Intervening to douse a political fire, the Supreme Court of India on Tuesday issued directions to authorities in a corruption probe on the conduct of the police commissioner of Kolkata, the capital of West Bengal state.
Detectives belonging to India’s federal investigation agency, the Central Bureau of Investigation (CBI), arrived at the home of the commissioner of police, Rajeev Kumar, on Sunday evening in connection with an investigation into a Ponzi scheme. The scandal has seen politicians, businessmen, journalists and film producers implicated. The federal detectives were, however, stopped by state police as Kumar refused to meet them. State police troopers then detained the federal detectives and took them to a police station. They were freed subsequently and returned without being able to question the police commissioner.
Mamata Banerjee, the chief minister of West Bengal, led a sit-in protest on Monday in support of the police commissioner and against what she said is the “political vendetta” of the Narendra Modi-led federal government. Banerjee, who leads a regional party trying to forge a front against Modi’s ruling party, accused the federal government of trying to undermine state powers.

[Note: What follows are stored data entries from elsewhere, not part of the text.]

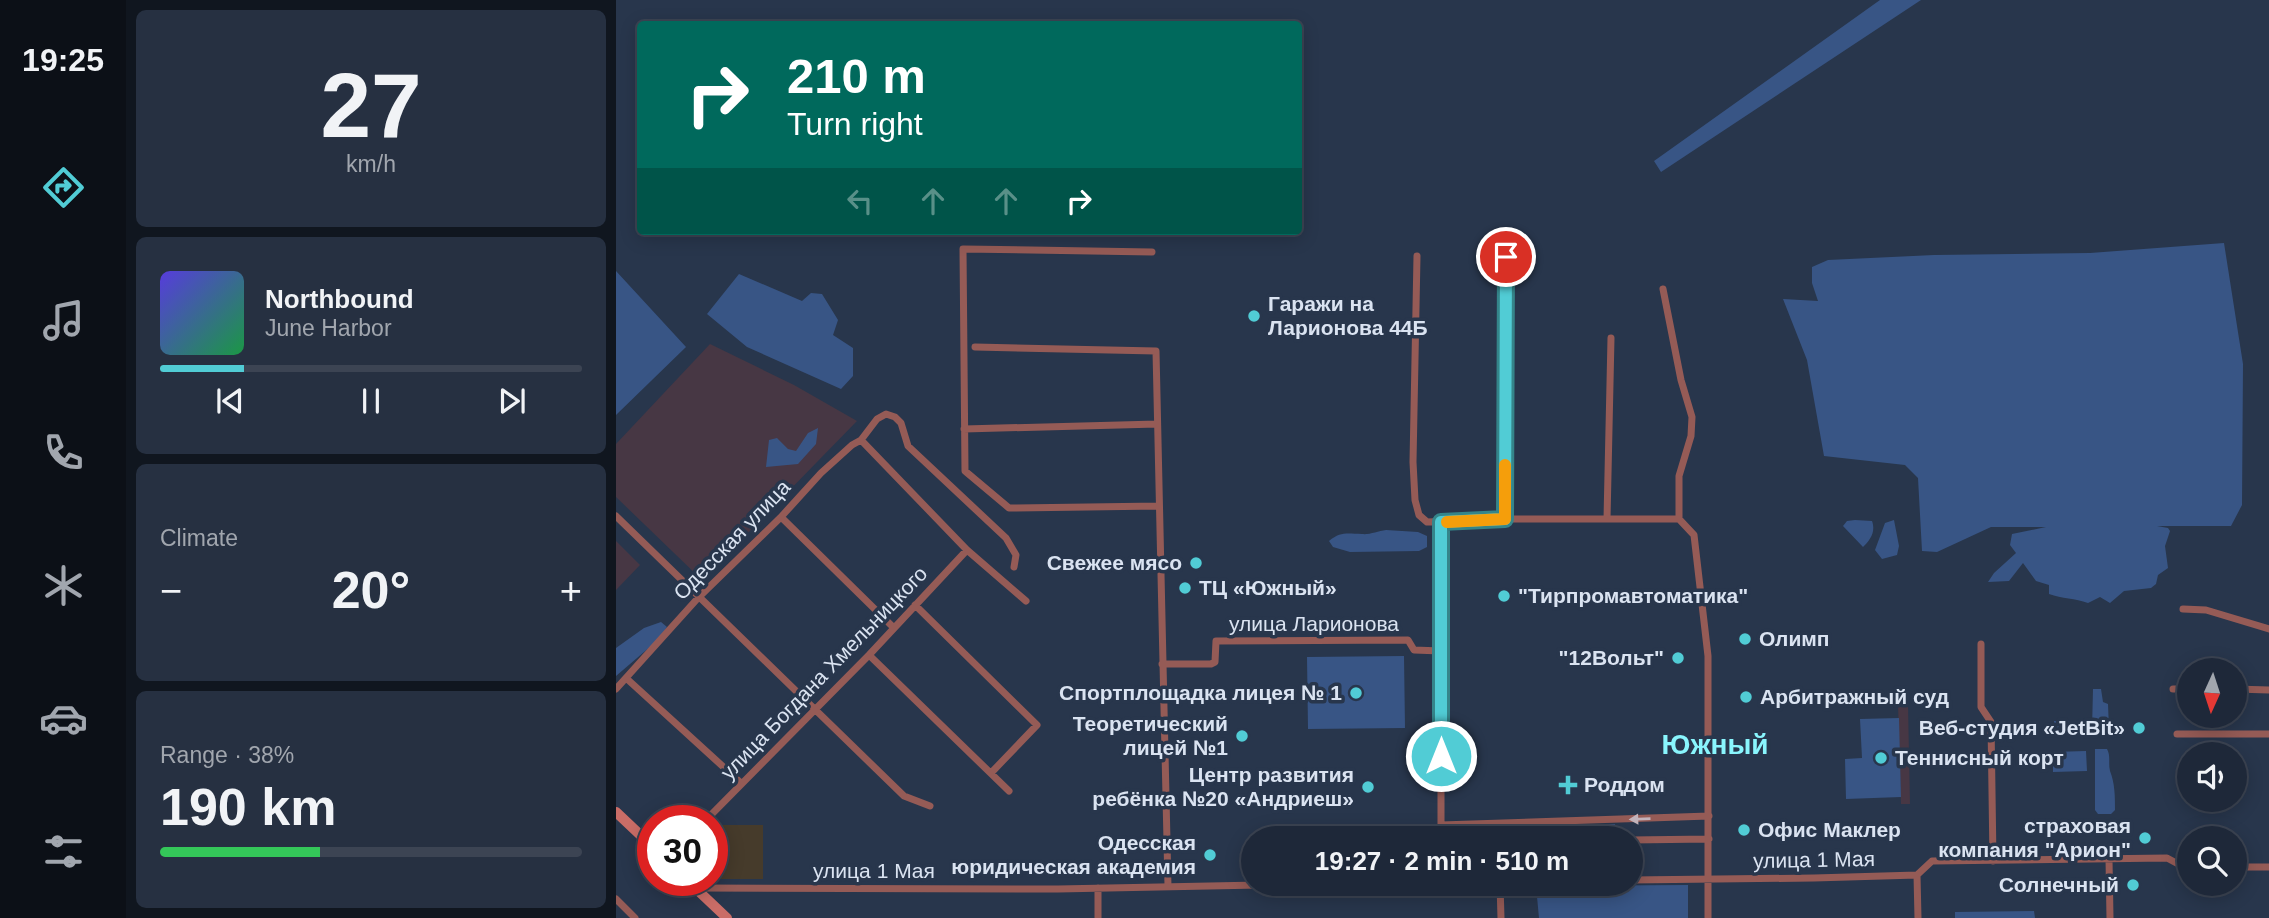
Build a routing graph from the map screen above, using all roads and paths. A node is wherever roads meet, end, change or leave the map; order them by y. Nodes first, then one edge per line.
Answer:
1 (1153, 252) dead end
2 (1417, 256) dead end
3 (1506, 257) dead end
4 (1663, 289) dead end
5 (1611, 338) dead end
6 (975, 348) dead end
7 (1157, 424) junction
8 (964, 429) junction
9 (861, 440) junction
10 (1158, 506) junction
11 (616, 516) edge
12 (780, 517) junction
13 (1505, 519) junction
14 (1607, 519) junction
15 (1679, 519) junction
16 (1441, 522) junction
17 (967, 550) junction
18 (1014, 567) dead end
19 (698, 598) junction
20 (1026, 601) dead end
21 (915, 605) junction
22 (2183, 609) dead end
23 (893, 627) junction
24 (2269, 629) edge
25 (1981, 644) dead end
26 (1441, 651) junction
27 (870, 655) junction
28 (1162, 663) junction
29 (626, 678) junction
30 (616, 689) edge
31 (2247, 689) edge
32 (2269, 690) edge
33 (814, 710) junction
34 (2177, 734) dead end
35 (2269, 734) edge
36 (991, 773) junction
37 (741, 783) junction
38 (1009, 791) dead end
39 (720, 805) edge
40 (930, 806) dead end
41 (616, 812) edge
42 (1709, 816) junction
43 (1441, 825) joint
44 (637, 832) edge
45 (1709, 839) junction
46 (1643, 840) edge
47 (2109, 859) junction
48 (1993, 861) junction
49 (2177, 864) edge
50 (2247, 867) edge
51 (2269, 867) edge
52 (1917, 875) junction
53 (1643, 880) edge
54 (1708, 880) junction
55 (728, 884) edge
56 (1241, 885) edge
57 (1168, 886) junction
58 (1098, 888) junction
59 (704, 896) edge
60 (1500, 896) edge
61 (616, 900) edge
62 (635, 918) edge
63 (727, 918) edge
64 (1098, 918) edge
65 (1501, 918) edge
66 (1708, 918) edge
67 (1918, 918) edge
68 (2110, 918) edge

1 - 8 street
2 - 16 street
3 - 13 street
4 - 15 street
5 - 14 street
6 - 7 street
7 - 8 street
7 - 10 street
8 - 10 street
9 - 12 street, Одесская улица
9 - 17 street
9 - 18 street, Одесская улица
10 - 28 street
11 - 19 street
12 - 19 street, Одесская улица
12 - 23 street
13 - 14 street
13 - 16 street
14 - 15 street
15 - 42 street
16 - 26 street
17 - 20 street
17 - 21 street, улица Богдана Хмельницкого
19 - 29 street, Одесская улица
19 - 33 street
21 - 23 street, улица Богдана Хмельницкого
21 - 36 street
22 - 24 street
23 - 27 street, улица Богдана Хмельницкого
25 - 48 street
26 - 28 street, улица Ларионова
26 - 43 street
27 - 33 street, улица Богдана Хмельницкого
27 - 36 street
28 - 57 street
29 - 30 street, Одесская улица
29 - 37 street
31 - 32 street
33 - 37 street, улица Богдана Хмельницкого
33 - 40 street
34 - 35 street
36 - 38 street
37 - 39 street, улица Богдана Хмельницкого
41 - 44 street
42 -> 43 street
42 - 45 street
45 - 46 street
45 - 54 street
47 - 48 street, улица 1 Мая
47 - 49 street, улица 1 Мая
47 - 68 street
48 - 52 street, улица 1 Мая
50 - 51 street
52 - 54 street, улица 1 Мая
52 - 67 street
53 - 54 street, улица 1 Мая
54 - 66 street
55 - 58 street, улица 1 Мая
56 - 57 street, улица 1 Мая
57 - 58 street, улица 1 Мая
58 - 64 street
59 - 63 street
60 - 65 street
61 - 62 street

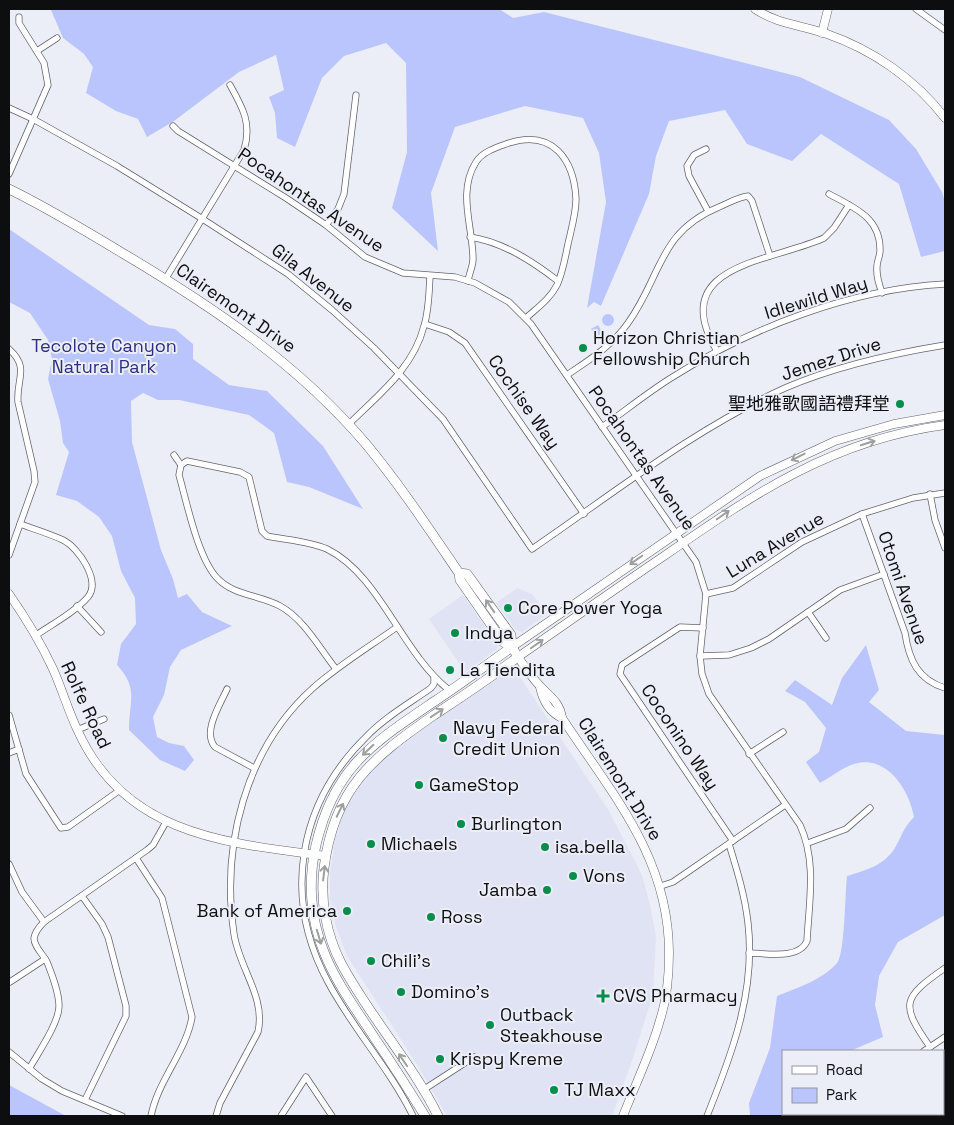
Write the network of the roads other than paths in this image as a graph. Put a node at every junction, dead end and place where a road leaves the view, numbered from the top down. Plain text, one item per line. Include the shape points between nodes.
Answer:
1 (755, 9) edge
2 (828, 9) edge
3 (916, 9) edge
4 (19, 17) dead end
5 (945, 30) edge
6 (822, 33) junction
7 (57, 38) dead end
8 (37, 51) junction
9 (230, 85) dead end
10 (356, 96) dead end
11 (9, 108) edge
12 (945, 118) edge
13 (33, 119) junction
14 (173, 126) dead end
15 (706, 149) dead end
16 (234, 166) junction
17 (9, 174) edge
18 (9, 188) edge
19 (830, 194) dead end
20 (849, 205) junction
21 (708, 212) junction
22 (201, 218) junction
23 (326, 225) junction
24 (470, 237) junction
25 (770, 256) junction
26 (430, 276) junction
27 (166, 278) junction
28 (468, 281) junction
29 (558, 281) junction
30 (945, 284) edge
31 (882, 293) junction
32 (526, 318) junction
33 (425, 324) junction
34 (945, 345) edge
35 (9, 350) edge
36 (717, 351) junction
37 (400, 374) junction
38 (567, 375) junction
39 (945, 415) edge
40 (348, 425) junction
41 (945, 425) edge
42 (602, 427) junction
43 (174, 455) dead end
44 (181, 464) junction
45 (637, 477) junction
46 (945, 492) edge
47 (930, 494) junction
48 (584, 514) junction
49 (862, 514) junction
50 (20, 524) junction
51 (676, 532) junction
52 (683, 543) junction
53 (945, 548) edge
54 (532, 549) joint
55 (9, 555) edge
56 (884, 574) junction
57 (9, 594) edge
58 (706, 594) junction
59 (77, 606) junction
60 (808, 612) junction
61 (397, 627) junction
62 (703, 628) junction
63 (101, 632) dead end
64 (35, 636) junction
65 (826, 638) dead end
66 (512, 647) junction
67 (700, 656) junction
68 (518, 657) junction
69 (336, 669) junction
70 (434, 678) junction
71 (944, 688) edge
72 (227, 689) dead end
73 (449, 690) junction
74 (9, 715) edge
75 (104, 719) dead end
76 (77, 730) junction
77 (783, 732) dead end
78 (19, 749) junction
79 (9, 754) edge
80 (749, 754) junction
81 (254, 768) junction
82 (120, 790) junction
83 (785, 805) junction
84 (870, 808) dead end
85 (166, 822) junction
86 (234, 841) junction
87 (731, 843) junction
88 (808, 843) junction
89 (303, 852) junction
90 (314, 854) junction
91 (326, 856) junction
92 (136, 858) junction
93 (9, 868) edge
94 (661, 886) junction
95 (82, 896) junction
96 (44, 922) junction
97 (749, 953) junction
98 (46, 959) junction
99 (945, 968) edge
100 (10, 982) dead end
101 (945, 1037) edge
102 (927, 1049) edge
103 (9, 1052) edge
104 (474, 1057) dead end
105 (29, 1069) junction
106 (404, 1083) junction
107 (423, 1090) junction
108 (85, 1100) junction
109 (122, 1116) edge
110 (151, 1116) edge
111 (216, 1116) edge
112 (281, 1116) edge
113 (332, 1116) edge
114 (413, 1116) edge
115 (425, 1116) edge
116 (438, 1116) edge
117 (623, 1116) edge
118 (707, 1116) edge

1 - 6 main road via 780,23
2 - 6 main road
3 - 5 street
4 - 8 street via 19,23
6 - 12 main road via 859,48 899,72
7 - 8 street
8 - 13 street via 47,71 48,86
9 - 16 street via 245,111 248,126 244,150
10 - 23 street via 344,194
11 - 13 street, Gila Avenue
13 - 17 street
13 - 22 street, Gila Avenue
14 - 16 street, Pocahontas Avenue
15 - 21 street via 694,155 687,166
16 - 22 street
16 - 23 street, Pocahontas Avenue
18 - 27 main road, Clairemont Drive
19 - 20 street
20 - 25 street via 824,238
20 - 31 street via 872,221 878,230 880,253 877,265
21 - 25 street via 748,196
21 - 38 street via 681,230 666,249 635,312 622,330 602,351
22 - 27 street
22 - 37 street, Gila Avenue via 288,274
23 - 26 street, Pocahontas Avenue via 365,256 388,268
24 - 28 street via 473,260
24 - 29 street via 488,239 523,257
24 - 29 street via 467,186 476,162 498,147 520,140 536,139 552,145 571,170 576,201
25 - 36 street via 726,272 711,288 705,304 704,326
26 - 28 street, Pocahontas Avenue
26 - 33 street
27 - 40 main road, Clairemont Drive via 275,354
28 - 32 street, Pocahontas Avenue via 509,302
29 - 32 street via 549,297
30 - 31 street, Idlewild Way
31 - 36 street, Idlewild Way via 792,318
32 - 38 street, Pocahontas Avenue
33 - 37 street via 413,355
33 - 48 street, Cochise Way via 449,332 464,344
34 - 45 street, Jemez Drive via 878,357 786,388 735,413
35 - 50 street via 20,362 22,371 18,402 35,482
36 - 42 street, Idlewild Way via 670,378
37 - 40 street
37 - 54 street, Gila Avenue via 443,419
38 - 42 street, Pocahontas Avenue
39 -> 51 main road via 894,424 814,449 760,476
40 - 66 main road, Clairemont Drive via 399,486 459,572 467,574 474,582 511,635
52 -> 41 main road via 766,487 819,460 897,434
42 - 45 street, Pocahontas Avenue
43 - 44 street
44 - 61 street via 188,461 240,472 249,477 262,531 267,536 326,549 344,560 364,579
44 - 69 street via 179,475 204,559 217,578 232,590 281,606 301,624
45 - 48 street, Jemez Drive
45 - 51 street, Pocahontas Avenue
46 - 47 street, Luna Avenue
47 - 49 street, Luna Avenue
47 - 53 street
48 - 54 street, Jemez Drive
49 - 56 street, Otomi Avenue
49 - 58 street, Luna Avenue via 802,542 733,588
50 - 55 street
50 - 59 street via 64,540 90,572 93,582 89,596
51 - 52 street, Pocahontas Avenue
51 -> 66 main road
52 - 58 street, Pocahontas Avenue via 696,562
68 -> 52 main road
56 - 60 street via 840,590
56 - 71 street, Otomi Avenue via 916,669 934,685
57 - 64 main road, Rolfe Road
58 - 62 street, Pocahontas Avenue
59 - 63 street
59 - 64 street
60 - 65 street
60 - 67 street via 769,640 751,648 729,655
61 - 69 street
61 - 70 street
62 - 67 street, Pocahontas Avenue
62 - 87 street, Coconino Way via 680,627 619,670
64 - 76 main road, Rolfe Road
66 - 68 main road, Clairemont Drive
66 - 73 main road
67 - 80 street, Pocahontas Avenue via 702,674 710,694
91 -> 68 main road via 339,811 367,767 394,743
68 - 94 main road, Clairemont Drive via 540,686 544,700 554,714 562,718 631,821
69 - 81 street via 313,688 282,722
70 - 73 street
70 - 89 street via 431,688 367,735 331,778 313,816
72 - 81 street via 210,732 211,742
73 -> 90 main road via 387,733 358,758 328,805
74 - 78 street
75 - 76 street
76 - 82 main road, Rolfe Road via 104,773
77 - 80 street
78 - 79 street
78 - 82 street via 26,774 61,828 68,827
80 - 83 street, Pocahontas Avenue
81 - 86 street
82 - 85 main road, Rolfe Road
83 - 87 street
83 - 88 street, Pocahontas Avenue
84 - 88 street via 846,829
85 - 86 main road, Rolfe Road via 202,836
85 - 92 street via 153,845
86 - 89 main road, Rolfe Road
86 - 111 street via 230,899 234,937 261,1019 258,1032
87 - 94 street via 673,882
87 - 97 street, Coconino Way via 748,923
88 - 97 street, Pocahontas Avenue via 811,864 804,948 795,953
89 - 90 main road, Rolfe Road
89 - 114 street via 304,918 317,960 340,1003
90 - 91 main road, Rolfe Road
90 -> 106 main road via 310,880 314,918 324,953 353,1006
107 -> 91 main road via 358,994 334,948 325,916 323,881
92 - 95 street
92 - 110 street via 162,898 192,1017 190,1030 163,1082
93 - 96 street
94 - 117 main road, Clairemont Drive via 669,935 665,999 660,1021
95 - 96 street
95 - 108 street via 108,937 126,1006 126,1016
96 - 98 street via 34,938
97 - 118 street, Coconino Way via 743,1015 729,1062
98 - 100 street
98 - 105 street via 59,1006 57,1017
99 - 102 street via 914,992 910,1005 910,1017
101 - 102 street
103 - 105 street
104 - 107 street
105 - 108 street via 62,1091
106 - 107 main road
106 - 115 main road
107 - 116 main road
108 - 109 street
112 - 113 street via 306,1077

The Supreme Court directed Kumar and the CBI to meet at a “neutral place” in Tuesday’s order and chose Shillong, the capital of Meghalaya state, for this purpose. The three-judge bench, led by Chief Justice Ranjan Gogoi, also issued a notice to the West Bengal government on the CBI’s plea that its officers were “held hostage” by state police. The court restrained the federal agency from taking “coercive action,” including arrest, against Kumar and asked the state’s chief bureaucrat, police chief, and Kumar himself to file their respective replies to the CBI’s contentions by February 18.